Last night all the students from my program had dinner at our professor's house and we got to mingle with other faculty. I met this amazing woman from the Women's Studies program here and she blew my mind. I intend on writing a more full post about her later, but she just inspired me and reminded me that Women of Color are feminists too and have been for just as long as white women. Well I can barely hold my eyes open, but on some more good news I've been able to pick up a fleeting signal on my laptop and have been able to get some of the cites that have been censored! So I'm feeling good!!

Tuesday, July 24, 2007

These words won't do any justice

I've been working on this post all weekend, going over and over in my mind how I could convey in words what I'm feeling. I am in a beautiful country and having the best and worst time ever! I love it here because I have really gotten a chance to commune with nature. I've swam with the fish, swam in the middle of the ocean hung out in a waterfall and lounged on a clear beach. I've fallen in love with the people of this country and have enjoyed this short respite from the continued presence of white privilege over me. However, I have had about enough of feeling alien because I love women.

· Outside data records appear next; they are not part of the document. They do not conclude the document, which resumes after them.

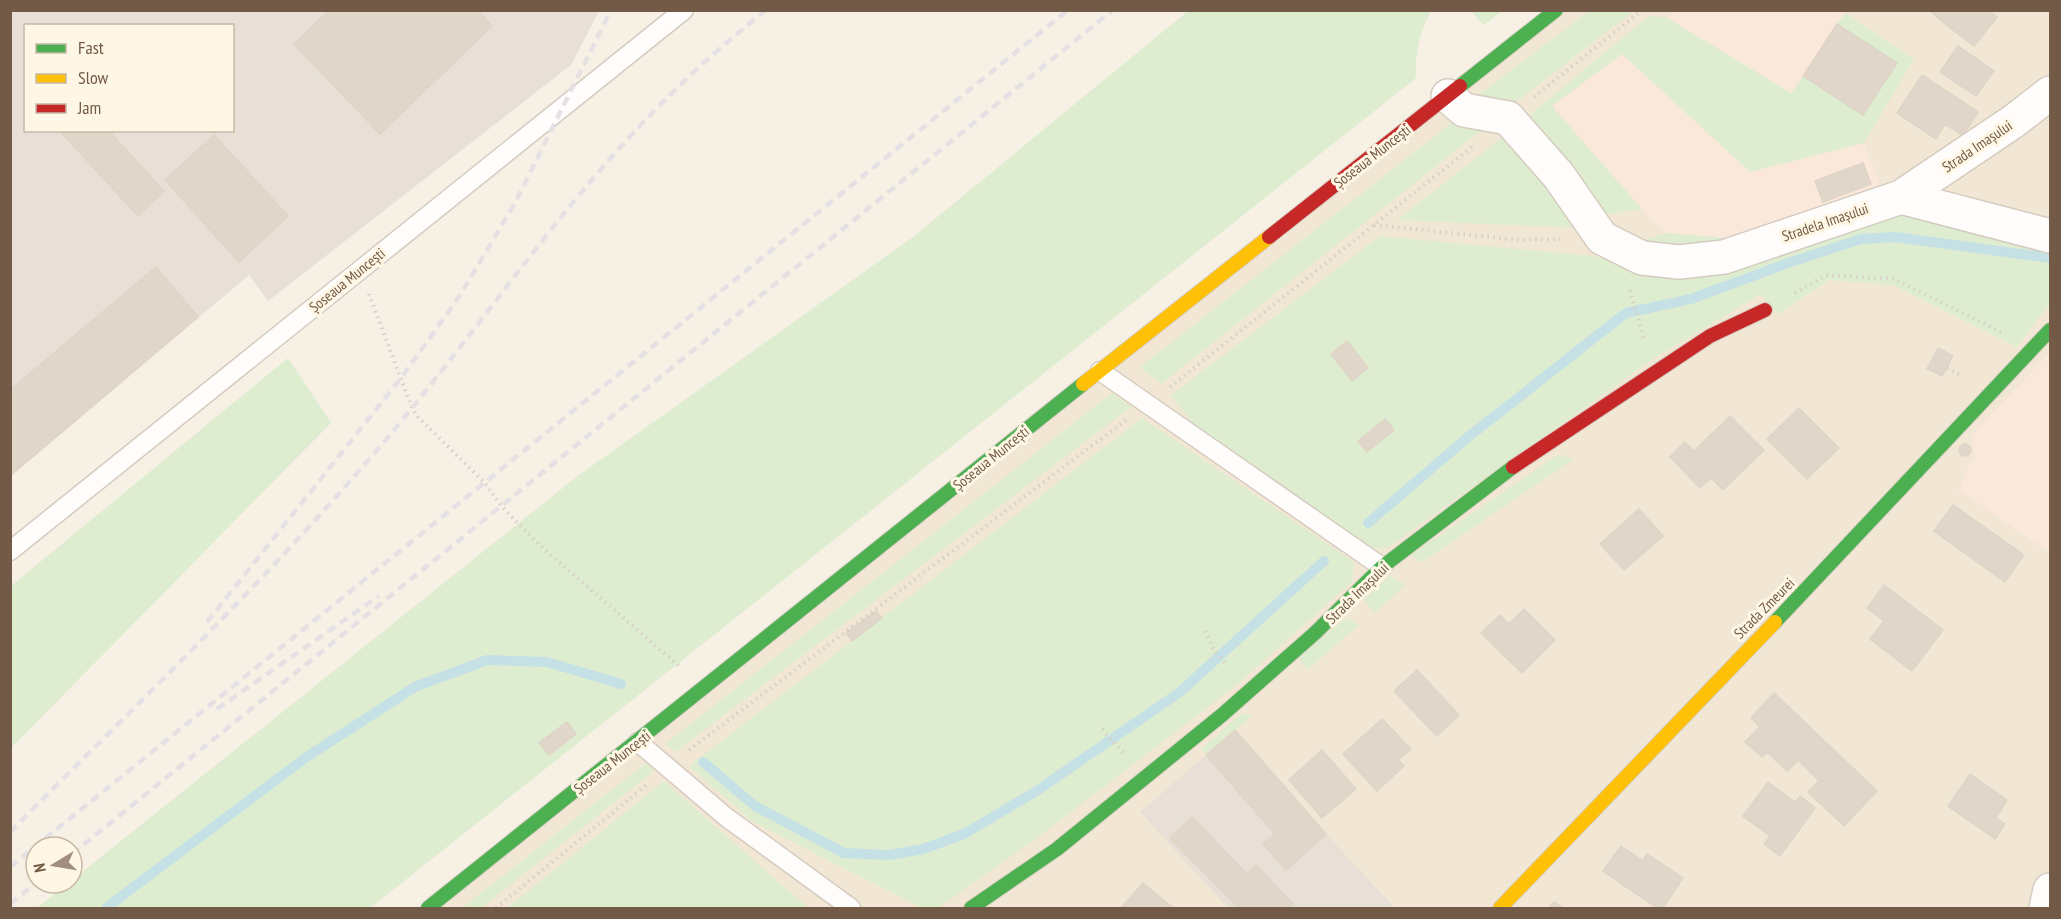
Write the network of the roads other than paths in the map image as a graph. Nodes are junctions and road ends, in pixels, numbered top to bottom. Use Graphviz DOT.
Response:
graph roads {
  1 [pos="684,10"];
  2 [pos="1556,10"];
  3 [pos="2050,93"];
  4 [pos="1448,96"];
  5 [pos="1901,197"];
  6 [pos="2050,236"];
  7 [pos="1766,310"];
  8 [pos="2050,330"];
  9 [pos="1100,371"];
  10 [pos="10,551"];
  11 [pos="1382,567"];
  12 [pos="638,742"];
  13 [pos="2050,890"];
  14 [pos="428,909"];
  15 [pos="851,909"];
  16 [pos="972,909"];
  17 [pos="1500,909"];
  18 [pos="2046,909"];
  1 -- 10 [label="lane, Șoseaua Muncești"];
  2 -- 4 [label="street, Șoseaua Muncești"];
  3 -- 5 [label="street, Strada Imașului"];
  4 -- 5 [label="street, Stradela Imașului"];
  4 -- 9 [label="street, Șoseaua Muncești"];
  5 -- 6 [label="street"];
  7 -- 11 [label="street, Strada Imașului"];
  8 -- 17 [label="street, Strada Zmeurei"];
  9 -- 11 [label="lane"];
  9 -- 12 [label="street, Șoseaua Muncești"];
  11 -- 16 [label="street, Strada Imașului"];
  12 -- 14 [label="street, Șoseaua Muncești"];
  12 -- 15 [label="lane"];
  13 -- 18 [label="street"];
}
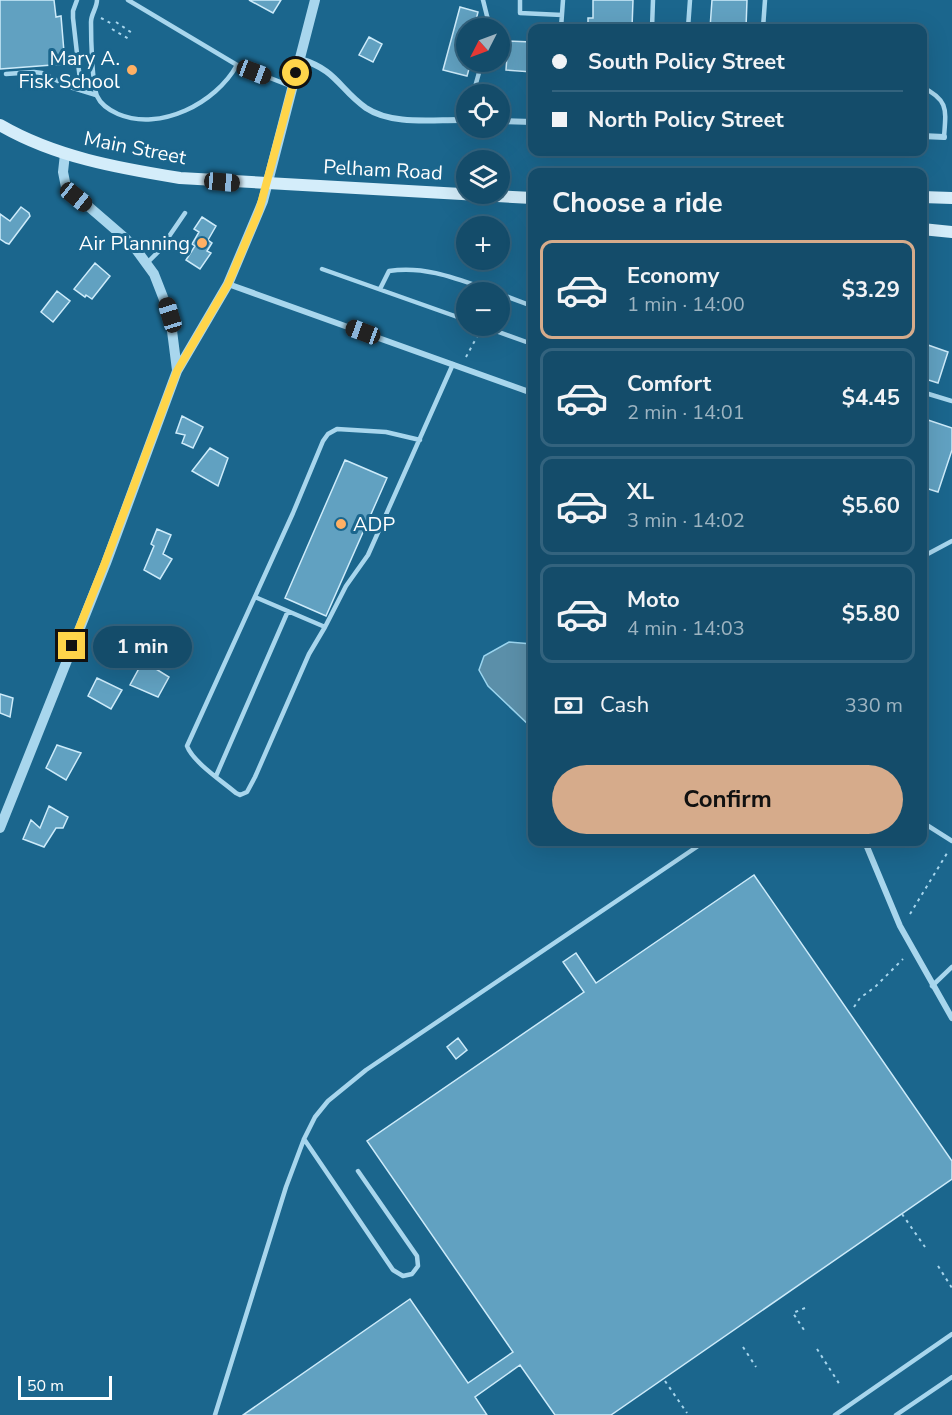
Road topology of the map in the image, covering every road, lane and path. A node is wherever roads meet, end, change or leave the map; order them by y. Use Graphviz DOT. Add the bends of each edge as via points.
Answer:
graph roads {
  1 [pos="77,0"];
  2 [pos="97,0"];
  3 [pos="128,0"];
  4 [pos="315,0"];
  5 [pos="483,0"];
  6 [pos="520,0"];
  7 [pos="563,0"];
  8 [pos="653,0"];
  9 [pos="690,0"];
  10 [pos="765,0"];
  11 [pos="562,15"];
  12 [pos="99,17"];
  13 [pos="488,18"];
  14 [pos="561,24"];
  15 [pos="652,24"];
  16 [pos="688,24"];
  17 [pos="763,24"];
  18 [pos="114,25"];
  19 [pos="132,33"];
  20 [pos="129,39"];
  21 [pos="300,59"];
  22 [pos="237,64"];
  23 [pos="6,74"];
  24 [pos="293,87"];
  25 [pos="81,89"];
  26 [pos="927,90"];
  27 [pos="96,94"];
  28 [pos="456,119"];
  29 [pos="510,121"];
  30 [pos="528,122"];
  31 [pos="0,125"];
  32 [pos="927,136"];
  33 [pos="944,136"];
  34 [pos="65,154"];
  35 [pos="268,183"];
  36 [pos="927,197"];
  37 [pos="528,198"];
  38 [pos="952,198"];
  39 [pos="185,213"];
  40 [pos="927,230"];
  41 [pos="952,232"];
  42 [pos="147,263"];
  43 [pos="322,269"];
  44 [pos="466,282"];
  45 [pos="228,284"];
  46 [pos="380,289"];
  47 [pos="510,298"];
  48 [pos="528,304"];
  49 [pos="456,316"];
  50 [pos="478,336"];
  51 [pos="510,336"];
  52 [pos="528,343"];
  53 [pos="466,357"];
  54 [pos="453,364"];
  55 [pos="177,371"];
  56 [pos="528,392"];
  57 [pos="927,394"];
  58 [pos="952,401"];
  59 [pos="420,440"];
  60 [pos="952,541"];
  61 [pos="927,554"];
  62 [pos="255,597"];
  63 [pos="288,611"];
  64 [pos="325,627"];
  65 [pos="216,776"];
  66 [pos="927,826"];
  67 [pos="0,828"];
  68 [pos="952,843"];
  69 [pos="698,846"];
  70 [pos="867,846"];
  71 [pos="910,915"];
  72 [pos="903,959"];
  73 [pos="952,967"];
  74 [pos="932,986"];
  75 [pos="854,1007"];
  76 [pos="952,1018"];
  77 [pos="304,1139"];
  78 [pos="358,1171"];
  79 [pos="902,1214"];
  80 [pos="925,1247"];
  81 [pos="938,1266"];
  82 [pos="952,1288"];
  83 [pos="804,1308"];
  84 [pos="806,1333"];
  85 [pos="952,1334"];
  86 [pos="743,1347"];
  87 [pos="817,1349"];
  88 [pos="756,1367"];
  89 [pos="952,1377"];
  90 [pos="665,1381"];
  91 [pos="840,1385"];
  92 [pos="687,1413"];
  93 [pos="215,1415"];
  94 [pos="835,1415"];
  95 [pos="896,1415"];
  1 -- 25 [label="lane" via="72,18"];
  2 -- 27 [label="lane" via="91,22"];
  3 -- 22 [label="lane"];
  4 -- 21 [label="street"];
  5 -- 13 [label="lane"];
  6 -- 11 [label="lane" via="520,13"];
  7 -- 11 [label="lane"];
  8 -- 15 [label="lane"];
  9 -- 16 [label="lane"];
  10 -- 17 [label="lane"];
  11 -- 14 [label="lane"];
  12 -- 18 [label="path"];
  18 -- 19 [label="path"];
  18 -- 20 [label="path"];
  21 -- 24 [label="street"];
  21 -- 28 [label="street" via="325,69 361,103 379,113 407,119"];
  22 -- 24 [label="lane"];
  22 -- 27 [label="lane" via="223,83 195,106 157,117 126,117 111,111"];
  23 -- 25 [label="lane" via="42,73"];
  24 -- 35 [label="street"];
  25 -- 27 [label="lane"];
  26 -- 33 [label="lane" via="944,104"];
  29 -- 30 [label="street"];
  31 -- 34 [label="main road, Main Street"];
  32 -- 33 [label="street"];
  34 -- 35 [label="main road, Main Street" via="180,178"];
  34 -- 42 [label="street" via="66,187 125,237"];
  35 -- 37 [label="main road, Pelham Road"];
  35 -- 45 [label="street"];
  36 -- 38 [label="main road"];
  39 -- 42 [label="lane"];
  40 -- 41 [label="main road"];
  42 -- 55 [label="street" via="170,315"];
  43 -- 46 [label="lane"];
  44 -- 46 [label="lane" via="424,270 388,271"];
  45 -- 54 [label="street"];
  45 -- 55 [label="street"];
  46 -- 49 [label="lane"];
  47 -- 48 [label="lane"];
  50 -- 53 [label="path"];
  51 -- 52 [label="lane"];
  54 -- 56 [label="street"];
  54 -- 59 [label="lane"];
  55 -- 67 [label="street"];
  57 -- 58 [label="lane"];
  59 -- 62 [label="lane" via="386,432 337,429 328,434"];
  59 -- 64 [label="lane" via="368,555 346,585"];
  60 -- 61 [label="lane"];
  62 -- 63 [label="lane"];
  62 -- 65 [label="lane" via="187,746 195,759"];
  63 -- 64 [label="lane"];
  63 -- 65 [label="lane"];
  64 -- 65 [label="lane" via="247,792 236,793"];
  66 -- 68 [label="lane"];
  68 -- 71 [label="path"];
  69 -- 77 [label="lane" via="366,1070 328,1101"];
  70 -- 74 [label="street" via="900,926"];
  72 -- 75 [label="path"];
  73 -- 74 [label="lane"];
  74 -- 76 [label="street"];
  77 -- 78 [label="lane" via="393,1270 403,1276 412,1274 418,1266 417,1256"];
  77 -- 93 [label="lane"];
  79 -- 80 [label="path"];
  81 -- 82 [label="path"];
  83 -- 84 [label="path" via="792,1313"];
  85 -- 94 [label="lane"];
  86 -- 88 [label="path"];
  87 -- 91 [label="path"];
  89 -- 95 [label="lane"];
  90 -- 92 [label="path"];
}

After a near perfect day of the ocean and other cultural activities we go out and what do we hear but a song about how evil homosexuality is. Its bad enough that the song is playing but the majority of the club join in on the chorus that calls for violence against gays. At this moment I stand there amongst friends and just watch as they dance completely oblivious to the hate coming out of the speakers. I never felt more alone before. Later when I bring it up they do their best to try and understand and sympathize but they can't, because they just don't get it. Flash forward to today as I sit in class and hear our Professor talk about how many Calypso singers find homosexuality funny, and then he goes on and discusses how the idea of a Gay minister of govt is foreign to them, but not as foreign as other countries. He was only half trying to not seem completely biased and disgusted, but it was there. Then after class I have to defend all LGBT people to one of my classmates as he tries to argue that its understandable why people are homophobic and ignore LGBT people. At this point I had to fight back the urge to scream, cry and just run away from this all. This is all too much to handle at sometimes.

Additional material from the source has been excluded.